Furthermore, the overwhelming majority of union members - over 90% - never voted in a certification or authorization election. That means that, even if they're members of the union, their membership cannot in se be considered an endorsement of the union by the bargaining unit. Because it's all-but-impossible to successfully decertify a union in practice[0], it's not uncommon to have the majority of employees oppose union membership, but still be compelled into membership.
> They are, for the time being, in some states required to pay for fair share dues to cover the costs of collective bargaining, grievances, and other administrative costs
People within the bargaining unit are usually forced to pay dues whether or not they are members.
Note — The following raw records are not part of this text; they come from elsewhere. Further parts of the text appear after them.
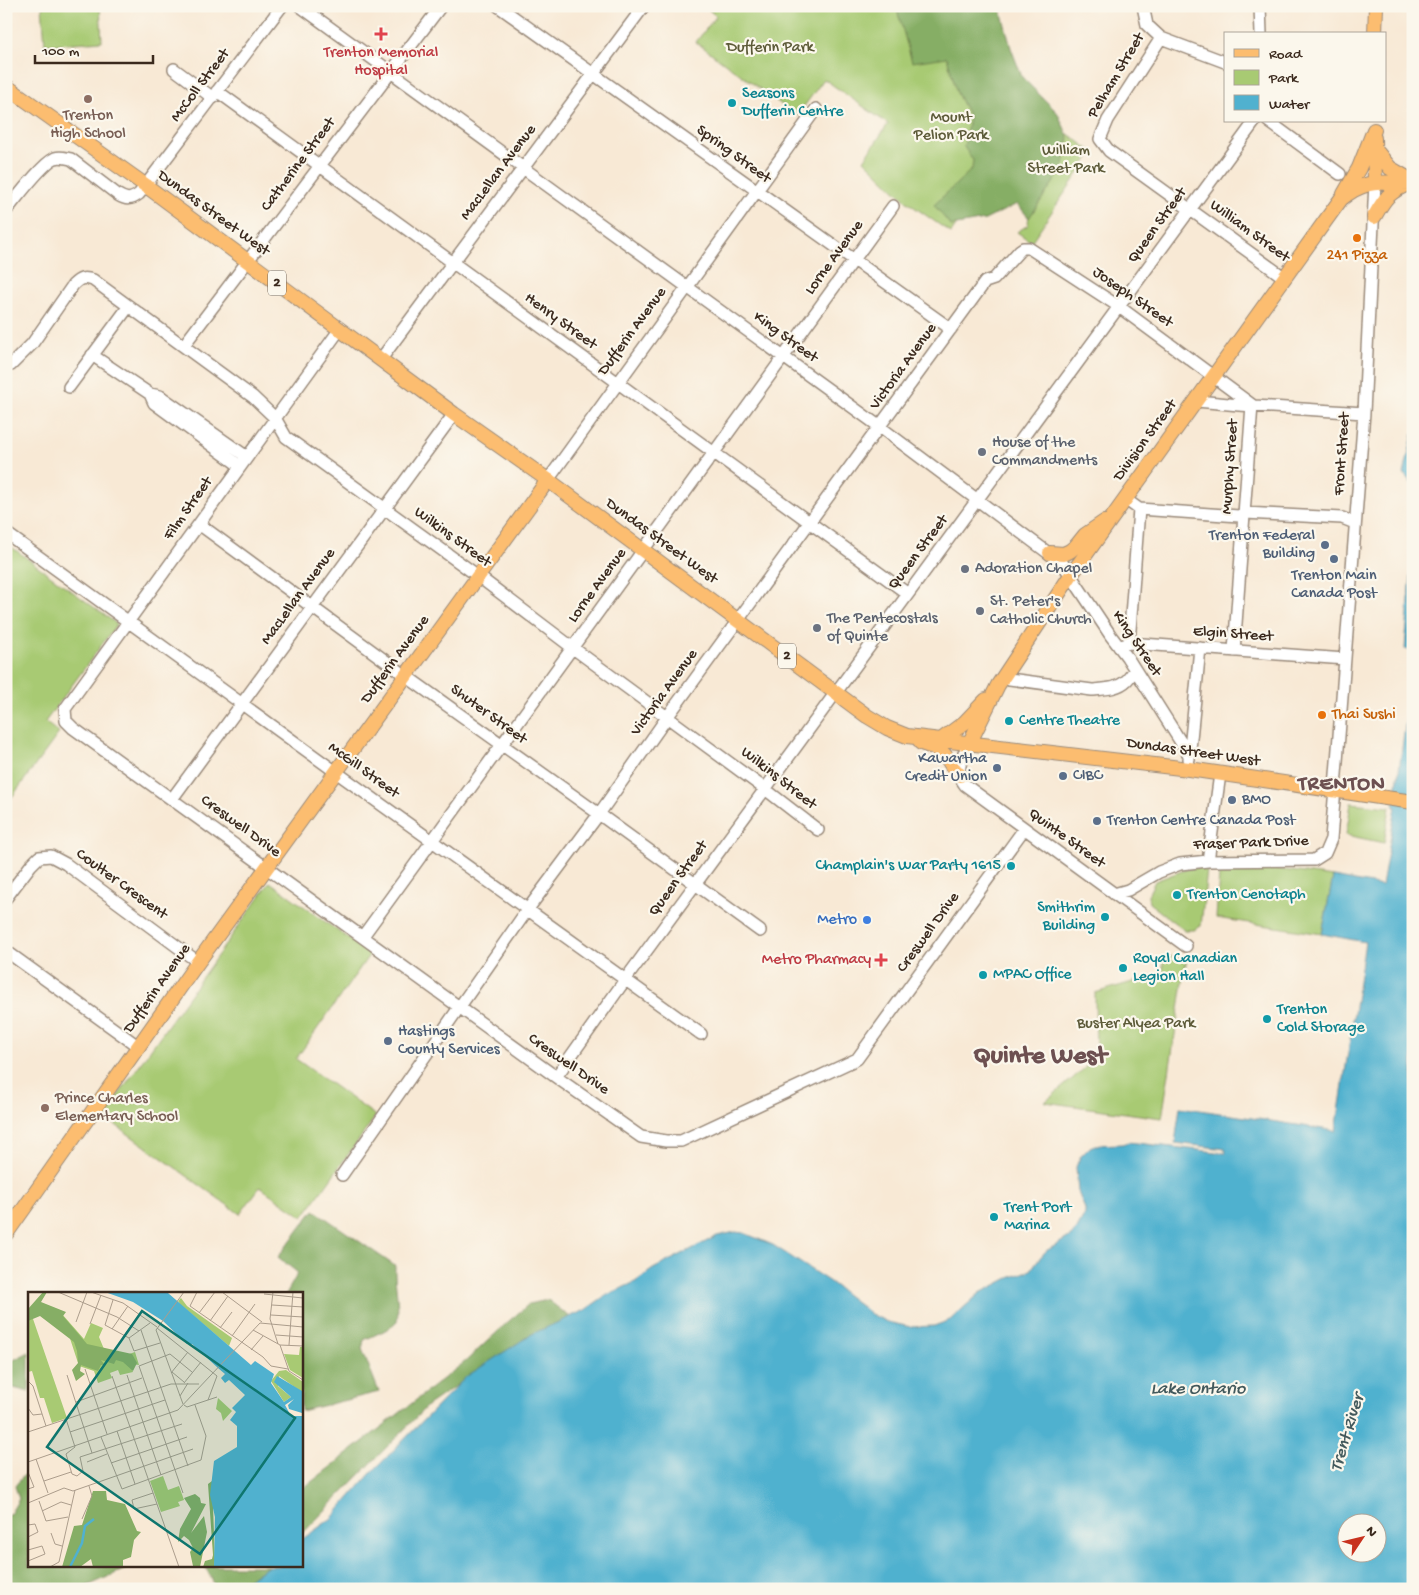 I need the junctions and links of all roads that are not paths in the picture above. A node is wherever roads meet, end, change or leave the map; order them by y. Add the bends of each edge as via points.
1 (282, 6) edge
2 (300, 6) edge
3 (441, 6) edge
4 (498, 6) edge
5 (644, 6) edge
6 (1143, 6) edge
7 (1260, 6) edge
8 (1376, 6) edge
9 (1261, 32) edge
10 (1375, 32) edge
11 (1161, 38) junction
12 (1224, 62) edge
13 (174, 69) dead end
14 (390, 72) junction
15 (593, 74) junction
16 (6, 86) edge
17 (215, 95) junction
18 (816, 109) dead end
19 (1254, 122) edge
20 (1269, 122) edge
21 (1374, 126) edge
22 (1100, 139) joint
23 (1374, 148) junction
24 (320, 165) junction
25 (522, 169) junction
26 (1340, 174) dead end
27 (1375, 182) junction
28 (1413, 182) edge
29 (145, 186) junction
30 (756, 191) junction
31 (1342, 199) junction
32 (893, 206) dead end
33 (1190, 209) junction
34 (6, 211) edge
35 (1374, 217) junction
36 (1029, 248) joint
37 (247, 261) junction
38 (854, 261) junction
39 (452, 263) junction
40 (1285, 278) junction
41 (687, 288) junction
42 (129, 306) junction
43 (1118, 306) junction
44 (340, 329) junction
45 (950, 329) junction
46 (184, 345) junction
47 (92, 355) junction
48 (783, 357) junction
49 (381, 359) junction
50 (6, 366) edge
51 (1214, 378) junction
52 (618, 384) junction
53 (69, 387) dead end
54 (1197, 401) junction
55 (1252, 406) junction
56 (1364, 412) junction
57 (454, 414) junction
58 (275, 418) junction
59 (880, 427) junction
60 (714, 454) junction
61 (243, 461) junction
62 (548, 480) junction
63 (1125, 499) junction
64 (978, 500) junction
65 (383, 508) junction
66 (1139, 509) junction
67 (1245, 513) junction
68 (1113, 516) junction
69 (810, 523) junction
70 (1355, 523) junction
71 (199, 524) junction
72 (6, 532) edge
73 (643, 550) junction
74 (1050, 553) junction
75 (1071, 575) junction
76 (478, 576) junction
77 (908, 594) junction
78 (312, 607) junction
79 (738, 620) junction
80 (129, 622) junction
81 (1124, 645) junction
82 (573, 648) junction
83 (1200, 648) junction
84 (1234, 651) junction
85 (1345, 659) junction
86 (1135, 670) junction
87 (406, 676) junction
88 (999, 684) junction
89 (836, 692) junction
90 (242, 703) junction
91 (65, 709) joint
92 (668, 716) junction
93 (907, 736) junction
94 (941, 740) junction
95 (970, 742) junction
96 (502, 746) junction
97 (1189, 762) junction
98 (336, 772) junction
99 (1220, 774) junction
100 (960, 775) junction
101 (765, 788) junction
102 (1336, 789) junction
103 (172, 798) junction
104 (1413, 802) edge
105 (600, 814) junction
106 (1024, 829) junction
107 (818, 830) dead end
108 (433, 841) junction
109 (1208, 861) junction
110 (267, 867) junction
111 (1146, 879) junction
112 (696, 884) junction
113 (1114, 894) junction
114 (6, 898) edge
115 (1128, 905) junction
116 (528, 909) junction
117 (760, 931) dead end
118 (363, 936) junction
119 (1186, 946) dead end
120 (6, 951) edge
121 (198, 962) junction
122 (625, 980) junction
123 (460, 1008) junction
124 (701, 1034) dead end
125 (139, 1047) junction
126 (556, 1077) junction
127 (342, 1175) dead end
128 (6, 1234) edge

1 - 17 street, McColl Street
2 - 14 street, King Street
3 - 14 street, Catherine Street
4 - 15 street, Spring Street
5 - 15 street, MacLellan Avenue
6 - 11 street, Pelham Street via 1147,25
7 - 9 street
8 - 10 main road
11 - 12 street
11 - 22 street, Pelham Street via 1108,120
13 - 17 street, Henry Street
14 - 24 street, Catherine Street
14 - 25 street, King Street
15 - 25 street, MacLellan Avenue
15 - 30 street, Spring Street
16 - 29 main road, Dundas Street West / 2
17 - 24 street, Henry Street
17 - 29 street, McColl Street
18 - 30 street, Dufferin Avenue
19 - 33 street, Queen Street
20 - 26 street
21 - 23 main road, Front Street
21 - 31 main road via 1360,168
22 - 33 street, William Street via 1109,151
23 - 27 main road, Front Street
23 - 28 main road via 1390,168
24 - 37 street, Catherine Street
24 - 39 street, Henry Street
25 - 39 street, MacLellan Avenue
25 - 41 street, King Street
27 - 28 main road
27 - 31 main road, Division Street via 1360,186
27 - 35 street, Front Street
28 - 35 main road via 1390,193
29 - 34 street, McColl Street via 140,194 126,199 71,159 63,157 54,159
29 - 37 main road, Dundas Street West / 2
30 - 38 street, Spring Street
30 - 41 street, Dufferin Avenue
31 - 40 main road, Division Street
32 - 38 street, Lorne Avenue
33 - 40 street, William Street
33 - 43 street, Queen Street
35 - 56 street, Front Street
36 - 43 street, Joseph Street
36 - 45 street, Victoria Avenue via 1020,250 994,279 985,282
37 - 44 main road, Dundas Street West / 2
37 - 46 street, Catherine Street
38 - 45 street, Spring Street
38 - 48 street, Lorne Avenue
39 - 49 street, MacLellan Avenue
39 - 52 street, Henry Street
40 - 51 main road, Division Street
41 - 48 street, King Street
41 - 52 street, Dufferin Avenue
42 - 46 street, Wilkins Street
42 - 47 street
42 - 50 street, Wilkins Street via 93,280 79,279 32,344
43 - 51 street, Joseph Street
43 - 64 street, Queen Street
44 - 49 main road, Dundas Street West / 2
44 - 58 street, Film Street
45 - 59 street, Victoria Avenue
46 - 58 street, Wilkins Street via 254,397
47 - 53 street
47 - 61 street via 150,394 154,403
48 - 59 street, King Street
48 - 60 street, Lorne Avenue
49 - 57 main road, Dundas Street West / 2
51 - 54 main road, Division Street
51 - 55 street, Joseph Street
52 - 60 street, Henry Street
52 - 62 street, Dufferin Avenue
54 - 55 street
54 - 63 main road, Division Street
55 - 56 street
55 - 67 street, Murphy Street
56 - 70 street, Front Street
57 - 62 main road, Dundas Street West / 2
57 - 65 street, MacLellan Avenue
58 - 61 street, Film Street
58 - 65 street, Wilkins Street via 286,437
59 - 64 street, King Street
59 - 69 street, Victoria Avenue
60 - 69 street, Henry Street
60 - 73 street, Lorne Avenue
61 - 71 street, Film Street
62 - 73 main road, Dundas Street West / 2
62 - 76 main road, Dufferin Avenue
63 - 66 street
63 - 68 main road, Division Street
64 - 74 street, King Street
64 - 77 street, Queen Street
65 - 76 street, Wilkins Street
65 - 78 street, MacLellan Avenue
66 - 67 street via 1239,516
66 - 81 street
67 - 70 street via 1342,518
67 - 84 street, Murphy Street
68 - 74 main road via 1085,535 1070,551
68 - 75 main road, Division Street
69 - 77 street, Henry Street
69 - 79 street, Victoria Avenue
70 - 85 street, Front Street
71 - 78 street, Shuter Street
71 - 80 street, Film Street
72 - 80 street, McGill Street
73 - 79 main road, Dundas Street West / 2
73 - 82 street, Lorne Avenue
74 - 75 street, King Street
75 - 81 street, King Street
75 - 88 main road, Division Street
76 - 82 street, Wilkins Street
76 - 87 main road, Dufferin Avenue
77 - 89 street, Queen Street
78 - 87 street, Shuter Street
78 - 90 street, MacLellan Avenue
79 - 89 main road, Dundas Street West / 2
79 - 92 street, Victoria Avenue
80 - 90 street, McGill Street
80 - 91 street, Film Street
81 - 83 street, Elgin Street
81 - 86 street, King Street
82 - 92 street, Wilkins Street
82 - 96 street, Lorne Avenue
83 - 84 street, Elgin Street
83 - 97 street
84 - 85 street, Elgin Street
85 - 102 street, Front Street
86 - 88 street via 1117,687 1104,689
86 - 97 street, King Street
87 - 96 street, Shuter Street
87 - 98 main road, Dufferin Avenue
88 - 94 main road via 964,723
88 - 95 main road, Division Street
89 - 93 main road, Dundas Street West / 2 via 887,728
89 - 101 street, Queen Street
90 - 98 street, McGill Street
90 - 103 street, MacLellan Avenue
91 - 103 street, Creswell Drive via 66,721 73,728
92 - 101 street, Wilkins Street
92 - 105 street, Victoria Avenue
93 - 94 main road, Dundas Street West / 2
93 - 100 main road via 940,750
94 - 95 main road, Dundas Street West / 2
95 - 97 main road, Dundas Street West
95 - 100 street via 962,755
96 - 105 street, Shuter Street
96 - 108 street, Lorne Avenue
97 - 99 main road, Dundas Street West
98 - 108 street, McGill Street
98 - 110 main road, Dufferin Avenue
99 - 102 main road, Dundas Street West
99 - 109 street
100 - 106 street, Quinte Street via 965,785
101 - 107 street, Wilkins Street
101 - 112 street, Queen Street
102 - 104 main road, Dundas Street West
102 - 109 street, Fraser Park Drive via 1331,839 1325,853 1314,860
103 - 110 street, Creswell Drive
105 - 112 street, Shuter Street
105 - 116 street, Victoria Avenue
106 - 113 street, Quinte Street
106 - 126 street, Creswell Drive via 857,1059 681,1141 641,1137
108 - 116 street, McGill Street
108 - 118 street, Lorne Avenue
109 - 111 street, Fraser Park Drive via 1180,864
110 - 118 street, Creswell Drive
110 - 121 main road, Dufferin Avenue
111 - 113 street, Fraser Park Drive
111 - 115 street
112 - 117 street, Shuter Street
112 - 122 street, Queen Street
113 - 115 street, Quinte Street
114 - 121 street, Coulter Crescent via 39,856 51,856
115 - 119 street, Quinte Street
116 - 122 street, McGill Street
116 - 123 street, Victoria Avenue
118 - 123 street, Creswell Drive
120 - 125 street
121 - 125 main road, Dufferin Avenue
122 - 124 street, McGill Street
122 - 126 street, Queen Street
123 - 126 street, Creswell Drive
123 - 127 street, Victoria Avenue
125 - 128 main road, Dufferin Avenue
[0] The NLRB has the power to overturn the results of decertification, and a very strong incentive to do so. In addition, unions have learned that they can change the definition of the bargaining unit after an election is held in order to invalidate the election retroactively.
Private entities can limit free speech all they want; public entities cannot.
Disagree with your ipse dixit labeling. The FAA is broad and general, at least according to SCOTUS precedent, covering all contracts between all parties, covering all types of conduct in all industries, as long as "commerce" is involved. In contrast, NLRA § 7 was targeted to one specific category of contractual parties, namely employees and employers, and protected employees' right to engage in one specific type of conduct, namely concerted activity in two specific areas, namely (1) wages and (2) the terms and conditions of employment.
Moreover, as Ginsburg's dissent correctly pointed out, as the later-enacted statute, § 7 implicitly overruled anything to the contrary in prior legislation — because it's risible to think that Congress, in enacting a court-enforceable right to concerted action by employees, intended to allow the very target of employees' concerted action, namely the employer, to unilaterally strip away that right as a practical matter, whether by insisting on a no-class-action arbitration provision or by any other means.
I'm reminded of a conversation I had many years ago as a law student: Knowing little (then) about litigation, I innocently asked a litigation partner: "A nonsuit [a unilateral dismissal of a case in Texas state court] can only be filed by the plaintiff, right, and not by the defendant?" He laughed and said "Right; otherwise I'd be hurrying back to my office and dictating a whole lot of defendants' nonsuits." But now under this SCOTUS decision, employers get to do essentially much the same as a defendant unilaterally dismissing a plaintiff's case, without so much as a by-your-leave to a court or anyone else.
I dunno about that — my guess is that Congress intended a heavy presumption: Anything that materially diminishes the right to concerted action is unlawful. I know, materiality will often be hotly contested. Here, though, an employer's ability to unilaterally take away one of employees' key enforcement weapons, viz., the class action, seems pretty freakin' material.